» Task description:
If a line below contains the string "Plymouth", copy it out.

» Data extract:
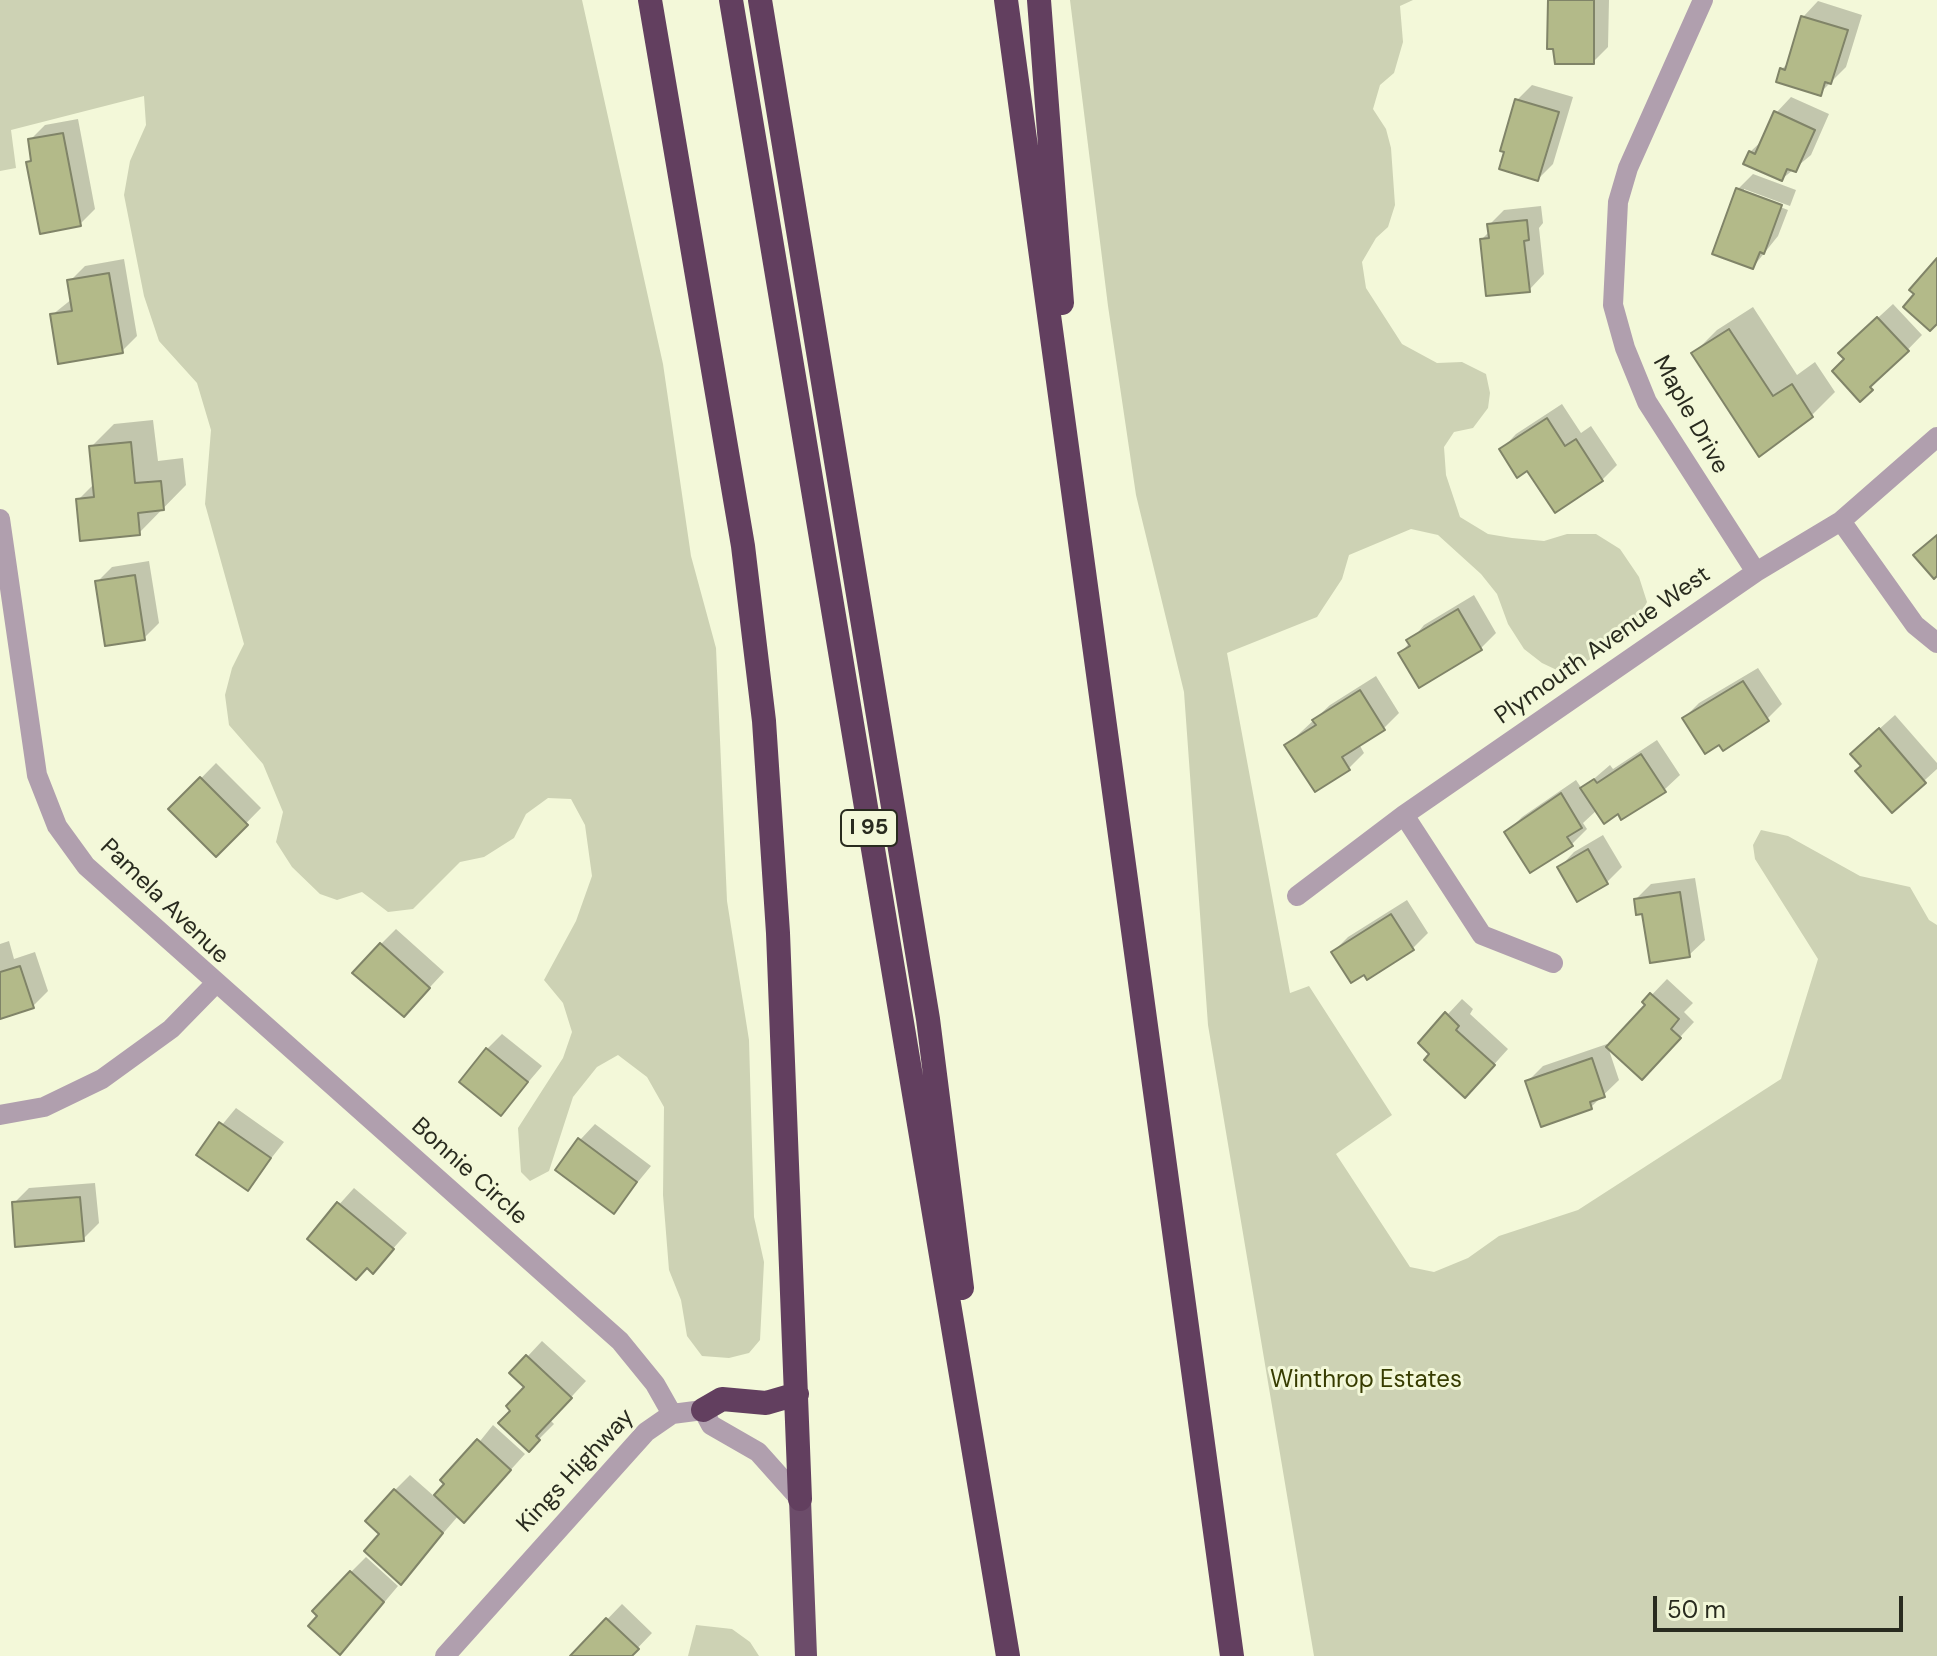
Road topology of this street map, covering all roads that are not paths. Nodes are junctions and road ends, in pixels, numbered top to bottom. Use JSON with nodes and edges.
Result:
{"nodes":[{"id":1,"x":650,"y":0,"type":"edge"},
{"id":2,"x":731,"y":0,"type":"edge"},
{"id":3,"x":760,"y":0,"type":"edge"},
{"id":4,"x":1006,"y":0,"type":"edge"},
{"id":5,"x":1039,"y":0,"type":"edge"},
{"id":6,"x":1703,"y":0,"type":"edge"},
{"id":7,"x":1937,"y":437,"type":"edge"},
{"id":8,"x":1070,"y":473,"type":"junction"},
{"id":9,"x":0,"y":519,"type":"edge"},
{"id":10,"x":1841,"y":521,"type":"junction"},
{"id":11,"x":1756,"y":572,"type":"junction"},
{"id":12,"x":1937,"y":643,"type":"edge"},
{"id":13,"x":1404,"y":815,"type":"junction"},
{"id":14,"x":1297,"y":896,"type":"dead end"},
{"id":15,"x":1553,"y":963,"type":"dead end"},
{"id":16,"x":216,"y":983,"type":"junction"},
{"id":17,"x":0,"y":1115,"type":"edge"},
{"id":18,"x":797,"y":1394,"type":"junction"},
{"id":19,"x":703,"y":1410,"type":"junction"},
{"id":20,"x":672,"y":1414,"type":"junction"},
{"id":21,"x":800,"y":1499,"type":"junction"},
{"id":22,"x":445,"y":1656,"type":"edge"},
{"id":23,"x":806,"y":1656,"type":"edge"},
{"id":24,"x":1008,"y":1656,"type":"edge"},
{"id":25,"x":1232,"y":1656,"type":"edge"}],
"edges":[{"from":1,"to":18,"type":"highway"},
{"from":2,"to":24,"type":"highway","number":"I 95"},
{"from":3,"to":24,"type":"highway"},
{"from":4,"to":8,"type":"highway"},
{"from":5,"to":8,"type":"highway"},
{"from":6,"to":11,"type":"street","name":"Maple Drive"},
{"from":7,"to":10,"type":"street","name":"Plymouth Avenue West"},
{"from":8,"to":25,"type":"highway"},
{"from":9,"to":16,"type":"street","name":"Pamela Avenue"},
{"from":10,"to":11,"type":"street","name":"Plymouth Avenue West"},
{"from":10,"to":12,"type":"street"},
{"from":11,"to":13,"type":"street","name":"Plymouth Avenue West"},
{"from":13,"to":14,"type":"street","name":"Plymouth Avenue West"},
{"from":13,"to":15,"type":"street"},
{"from":16,"to":17,"type":"street","name":"Pamela Avenue"},
{"from":16,"to":20,"type":"street","name":"Bonnie Circle"},
{"from":18,"to":19,"type":"highway"},
{"from":18,"to":21,"type":"highway"},
{"from":19,"to":20,"type":"street","name":"Kings Highway"},
{"from":19,"to":21,"type":"street"},
{"from":20,"to":22,"type":"street","name":"Kings Highway"},
{"from":21,"to":23,"type":"highway"}]}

» Task result:
{"from":7,"to":10,"type":"street","name":"Plymouth Avenue West"},
{"from":10,"to":11,"type":"street","name":"Plymouth Avenue West"},
{"from":11,"to":13,"type":"street","name":"Plymouth Avenue West"},
{"from":13,"to":14,"type":"street","name":"Plymouth Avenue West"},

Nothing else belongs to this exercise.